**THE PROBLEM**
Repeat the entries exactly but omit the pictures.

Collected data
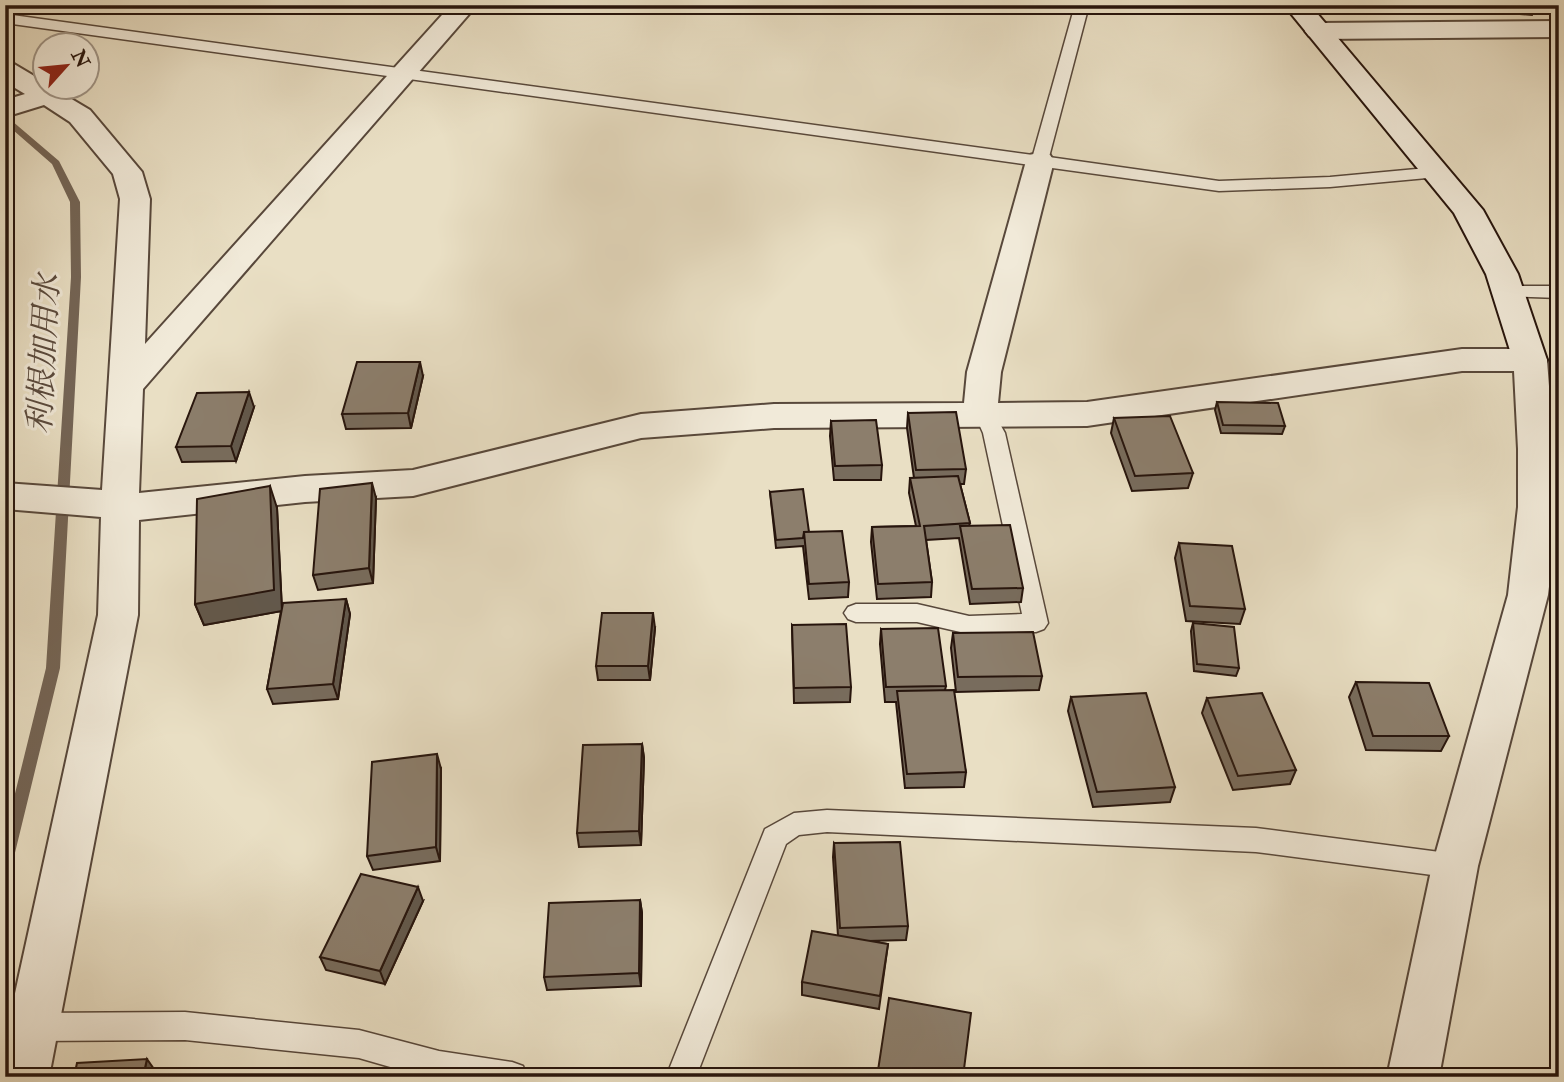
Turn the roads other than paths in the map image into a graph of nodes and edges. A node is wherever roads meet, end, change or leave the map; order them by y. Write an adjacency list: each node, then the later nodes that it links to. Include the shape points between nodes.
1 (465, 5): 8 (street)
2 (1082, 5): 13 (lane)
3 (1296, 5): 6 (street)
4 (5, 18): 8 (lane)
5 (1559, 29): 6 (street)
6 (1318, 31): 14 (street)
7 (5, 70): 9 (street)
8 (404, 73): 13 (lane); 18 (street)
9 (32, 88)
10 (32, 100): 12 (street)
11 (56, 102): 18 (street, via 80,116 127,172 135,199)
12 (5, 109)
13 (1040, 161): 14 (lane, via 1219,186); 19 (street, via 984,372 980,400)
14 (1438, 172): 15 (street, via 1468,210)
15 (1508, 292): 16 (lane); 17 (street)
16 (1559, 292)
17 (1530, 360): 19 (street, via 1462,360 1087,414); 22 (street, via 1539,478 1536,550)
18 (128, 384): 21 (street)
19 (985, 415): 21 (street, via 774,416 641,426 413,483 305,489 145,508); 23 (lane, via 995,433 1036,623 969,625 917,612)
20 (5, 496): 21 (street)
21 (120, 505): 25 (street, via 118,615)
22 (1543, 601): 24 (street)
23 (856, 613)
24 (1455, 866): 28 (lane, via 1256,840 827,821 794,824 775,837); 29 (street)
25 (33, 1027): 26 (street); 27 (lane, via 185,1026 359,1044 439,1066)
26 (23, 1077)
27 (512, 1077)
28 (681, 1077)
29 (1413, 1077)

**COMPLETED TASK**
Turn the roads other than paths in the map image into a graph of nodes and edges. A node is wherever roads meet, end, change or leave the map; order them by y. Write an adjacency list: each node, then the later nodes that it links to. Include the shape points between nodes.
1 (465, 5): 8 (street)
2 (1082, 5): 13 (lane)
3 (1296, 5): 6 (street)
4 (5, 18): 8 (lane)
5 (1559, 29): 6 (street)
6 (1318, 31): 14 (street)
7 (5, 70): 9 (street)
8 (404, 73): 13 (lane); 18 (street)
9 (32, 88)
10 (32, 100): 12 (street)
11 (56, 102): 18 (street, via 80,116 127,172 135,199)
12 (5, 109)
13 (1040, 161): 14 (lane, via 1219,186); 19 (street, via 984,372 980,400)
14 (1438, 172): 15 (street, via 1468,210)
15 (1508, 292): 16 (lane); 17 (street)
16 (1559, 292)
17 (1530, 360): 19 (street, via 1462,360 1087,414); 22 (street, via 1539,478 1536,550)
18 (128, 384): 21 (street)
19 (985, 415): 21 (street, via 774,416 641,426 413,483 305,489 145,508); 23 (lane, via 995,433 1036,623 969,625 917,612)
20 (5, 496): 21 (street)
21 (120, 505): 25 (street, via 118,615)
22 (1543, 601): 24 (street)
23 (856, 613)
24 (1455, 866): 28 (lane, via 1256,840 827,821 794,824 775,837); 29 (street)
25 (33, 1027): 26 (street); 27 (lane, via 185,1026 359,1044 439,1066)
26 (23, 1077)
27 (512, 1077)
28 (681, 1077)
29 (1413, 1077)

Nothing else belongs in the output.